== INPUT DATA

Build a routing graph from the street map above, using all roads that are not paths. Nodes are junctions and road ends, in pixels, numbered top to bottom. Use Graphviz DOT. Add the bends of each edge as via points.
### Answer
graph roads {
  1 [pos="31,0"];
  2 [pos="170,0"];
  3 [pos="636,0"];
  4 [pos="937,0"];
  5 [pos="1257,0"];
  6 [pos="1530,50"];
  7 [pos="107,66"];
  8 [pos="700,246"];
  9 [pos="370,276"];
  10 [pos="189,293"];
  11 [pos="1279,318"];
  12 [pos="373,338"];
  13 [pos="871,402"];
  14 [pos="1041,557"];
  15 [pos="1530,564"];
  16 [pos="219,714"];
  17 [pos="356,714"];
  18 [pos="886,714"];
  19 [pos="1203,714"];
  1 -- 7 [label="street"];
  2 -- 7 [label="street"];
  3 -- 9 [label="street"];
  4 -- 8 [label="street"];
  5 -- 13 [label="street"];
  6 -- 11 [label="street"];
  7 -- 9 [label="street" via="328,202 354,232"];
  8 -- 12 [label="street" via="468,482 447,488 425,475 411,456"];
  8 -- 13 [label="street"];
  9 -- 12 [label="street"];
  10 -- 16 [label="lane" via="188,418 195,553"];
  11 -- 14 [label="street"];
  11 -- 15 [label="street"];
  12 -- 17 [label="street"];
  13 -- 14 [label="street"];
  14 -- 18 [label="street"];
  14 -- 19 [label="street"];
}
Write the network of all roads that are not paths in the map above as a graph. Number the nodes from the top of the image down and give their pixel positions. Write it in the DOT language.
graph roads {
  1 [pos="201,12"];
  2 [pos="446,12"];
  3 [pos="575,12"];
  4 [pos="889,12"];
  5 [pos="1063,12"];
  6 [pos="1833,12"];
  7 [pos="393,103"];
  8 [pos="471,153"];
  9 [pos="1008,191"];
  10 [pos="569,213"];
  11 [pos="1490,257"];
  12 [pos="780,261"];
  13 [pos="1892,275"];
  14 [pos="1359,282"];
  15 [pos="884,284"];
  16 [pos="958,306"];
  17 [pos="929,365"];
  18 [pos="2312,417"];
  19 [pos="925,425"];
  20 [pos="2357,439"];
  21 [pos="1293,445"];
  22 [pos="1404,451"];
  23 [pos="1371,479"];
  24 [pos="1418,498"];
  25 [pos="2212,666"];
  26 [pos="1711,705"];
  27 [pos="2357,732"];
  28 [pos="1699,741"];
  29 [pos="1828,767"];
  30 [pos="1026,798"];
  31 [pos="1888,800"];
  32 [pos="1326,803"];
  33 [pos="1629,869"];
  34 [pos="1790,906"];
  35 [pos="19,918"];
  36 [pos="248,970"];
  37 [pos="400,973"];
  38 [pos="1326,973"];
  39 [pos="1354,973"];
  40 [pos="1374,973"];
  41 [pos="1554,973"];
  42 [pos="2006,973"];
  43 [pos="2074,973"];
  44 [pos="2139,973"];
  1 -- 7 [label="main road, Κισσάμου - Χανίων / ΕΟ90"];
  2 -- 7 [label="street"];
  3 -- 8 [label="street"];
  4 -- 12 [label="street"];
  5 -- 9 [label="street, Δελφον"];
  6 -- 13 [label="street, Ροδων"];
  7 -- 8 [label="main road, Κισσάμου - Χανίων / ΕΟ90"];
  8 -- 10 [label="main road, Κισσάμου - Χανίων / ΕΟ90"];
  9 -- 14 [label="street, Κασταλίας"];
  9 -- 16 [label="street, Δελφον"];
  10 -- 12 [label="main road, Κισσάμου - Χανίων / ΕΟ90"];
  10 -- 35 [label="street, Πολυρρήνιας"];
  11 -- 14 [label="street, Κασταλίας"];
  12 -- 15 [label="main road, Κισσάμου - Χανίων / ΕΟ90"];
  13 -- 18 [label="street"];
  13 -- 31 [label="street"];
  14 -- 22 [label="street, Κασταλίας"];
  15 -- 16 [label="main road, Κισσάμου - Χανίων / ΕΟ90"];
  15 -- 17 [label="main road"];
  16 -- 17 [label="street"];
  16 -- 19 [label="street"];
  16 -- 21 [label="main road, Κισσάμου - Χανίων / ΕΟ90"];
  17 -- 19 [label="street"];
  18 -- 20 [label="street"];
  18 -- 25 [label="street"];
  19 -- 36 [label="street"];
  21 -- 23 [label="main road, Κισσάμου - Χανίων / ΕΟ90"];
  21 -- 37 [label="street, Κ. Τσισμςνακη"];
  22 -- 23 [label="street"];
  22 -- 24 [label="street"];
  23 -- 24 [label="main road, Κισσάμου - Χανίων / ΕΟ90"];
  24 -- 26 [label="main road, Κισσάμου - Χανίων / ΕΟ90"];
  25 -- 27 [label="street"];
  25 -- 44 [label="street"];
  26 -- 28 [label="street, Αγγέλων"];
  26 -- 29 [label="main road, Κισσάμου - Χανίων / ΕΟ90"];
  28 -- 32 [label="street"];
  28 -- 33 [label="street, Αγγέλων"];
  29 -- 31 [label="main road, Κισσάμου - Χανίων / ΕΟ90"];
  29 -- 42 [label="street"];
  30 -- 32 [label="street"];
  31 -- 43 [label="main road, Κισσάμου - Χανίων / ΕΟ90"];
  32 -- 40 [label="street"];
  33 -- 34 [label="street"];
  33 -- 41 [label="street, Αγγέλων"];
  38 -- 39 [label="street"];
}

====

### WHAT YOU SHOULD DO
Each line of the data above is to be duplicated exactly.

### ANSWER FOR THE TASK
Build a routing graph from the street map above, using all roads that are not paths. Nodes are junctions and road ends, in pixels, numbered top to bottom. Use Graphviz DOT. Add the bends of each edge as via points.
### Answer
graph roads {
  1 [pos="31,0"];
  2 [pos="170,0"];
  3 [pos="636,0"];
  4 [pos="937,0"];
  5 [pos="1257,0"];
  6 [pos="1530,50"];
  7 [pos="107,66"];
  8 [pos="700,246"];
  9 [pos="370,276"];
  10 [pos="189,293"];
  11 [pos="1279,318"];
  12 [pos="373,338"];
  13 [pos="871,402"];
  14 [pos="1041,557"];
  15 [pos="1530,564"];
  16 [pos="219,714"];
  17 [pos="356,714"];
  18 [pos="886,714"];
  19 [pos="1203,714"];
  1 -- 7 [label="street"];
  2 -- 7 [label="street"];
  3 -- 9 [label="street"];
  4 -- 8 [label="street"];
  5 -- 13 [label="street"];
  6 -- 11 [label="street"];
  7 -- 9 [label="street" via="328,202 354,232"];
  8 -- 12 [label="street" via="468,482 447,488 425,475 411,456"];
  8 -- 13 [label="street"];
  9 -- 12 [label="street"];
  10 -- 16 [label="lane" via="188,418 195,553"];
  11 -- 14 [label="street"];
  11 -- 15 [label="street"];
  12 -- 17 [label="street"];
  13 -- 14 [label="street"];
  14 -- 18 [label="street"];
  14 -- 19 [label="street"];
}
Write the network of all roads that are not paths in the map above as a graph. Number the nodes from the top of the image down and give their pixel positions. Write it in the DOT language.
graph roads {
  1 [pos="201,12"];
  2 [pos="446,12"];
  3 [pos="575,12"];
  4 [pos="889,12"];
  5 [pos="1063,12"];
  6 [pos="1833,12"];
  7 [pos="393,103"];
  8 [pos="471,153"];
  9 [pos="1008,191"];
  10 [pos="569,213"];
  11 [pos="1490,257"];
  12 [pos="780,261"];
  13 [pos="1892,275"];
  14 [pos="1359,282"];
  15 [pos="884,284"];
  16 [pos="958,306"];
  17 [pos="929,365"];
  18 [pos="2312,417"];
  19 [pos="925,425"];
  20 [pos="2357,439"];
  21 [pos="1293,445"];
  22 [pos="1404,451"];
  23 [pos="1371,479"];
  24 [pos="1418,498"];
  25 [pos="2212,666"];
  26 [pos="1711,705"];
  27 [pos="2357,732"];
  28 [pos="1699,741"];
  29 [pos="1828,767"];
  30 [pos="1026,798"];
  31 [pos="1888,800"];
  32 [pos="1326,803"];
  33 [pos="1629,869"];
  34 [pos="1790,906"];
  35 [pos="19,918"];
  36 [pos="248,970"];
  37 [pos="400,973"];
  38 [pos="1326,973"];
  39 [pos="1354,973"];
  40 [pos="1374,973"];
  41 [pos="1554,973"];
  42 [pos="2006,973"];
  43 [pos="2074,973"];
  44 [pos="2139,973"];
  1 -- 7 [label="main road, Κισσάμου - Χανίων / ΕΟ90"];
  2 -- 7 [label="street"];
  3 -- 8 [label="street"];
  4 -- 12 [label="street"];
  5 -- 9 [label="street, Δελφον"];
  6 -- 13 [label="street, Ροδων"];
  7 -- 8 [label="main road, Κισσάμου - Χανίων / ΕΟ90"];
  8 -- 10 [label="main road, Κισσάμου - Χανίων / ΕΟ90"];
  9 -- 14 [label="street, Κασταλίας"];
  9 -- 16 [label="street, Δελφον"];
  10 -- 12 [label="main road, Κισσάμου - Χανίων / ΕΟ90"];
  10 -- 35 [label="street, Πολυρρήνιας"];
  11 -- 14 [label="street, Κασταλίας"];
  12 -- 15 [label="main road, Κισσάμου - Χανίων / ΕΟ90"];
  13 -- 18 [label="street"];
  13 -- 31 [label="street"];
  14 -- 22 [label="street, Κασταλίας"];
  15 -- 16 [label="main road, Κισσάμου - Χανίων / ΕΟ90"];
  15 -- 17 [label="main road"];
  16 -- 17 [label="street"];
  16 -- 19 [label="street"];
  16 -- 21 [label="main road, Κισσάμου - Χανίων / ΕΟ90"];
  17 -- 19 [label="street"];
  18 -- 20 [label="street"];
  18 -- 25 [label="street"];
  19 -- 36 [label="street"];
  21 -- 23 [label="main road, Κισσάμου - Χανίων / ΕΟ90"];
  21 -- 37 [label="street, Κ. Τσισμςνακη"];
  22 -- 23 [label="street"];
  22 -- 24 [label="street"];
  23 -- 24 [label="main road, Κισσάμου - Χανίων / ΕΟ90"];
  24 -- 26 [label="main road, Κισσάμου - Χανίων / ΕΟ90"];
  25 -- 27 [label="street"];
  25 -- 44 [label="street"];
  26 -- 28 [label="street, Αγγέλων"];
  26 -- 29 [label="main road, Κισσάμου - Χανίων / ΕΟ90"];
  28 -- 32 [label="street"];
  28 -- 33 [label="street, Αγγέλων"];
  29 -- 31 [label="main road, Κισσάμου - Χανίων / ΕΟ90"];
  29 -- 42 [label="street"];
  30 -- 32 [label="street"];
  31 -- 43 [label="main road, Κισσάμου - Χανίων / ΕΟ90"];
  32 -- 40 [label="street"];
  33 -- 34 [label="street"];
  33 -- 41 [label="street, Αγγέλων"];
  38 -- 39 [label="street"];
}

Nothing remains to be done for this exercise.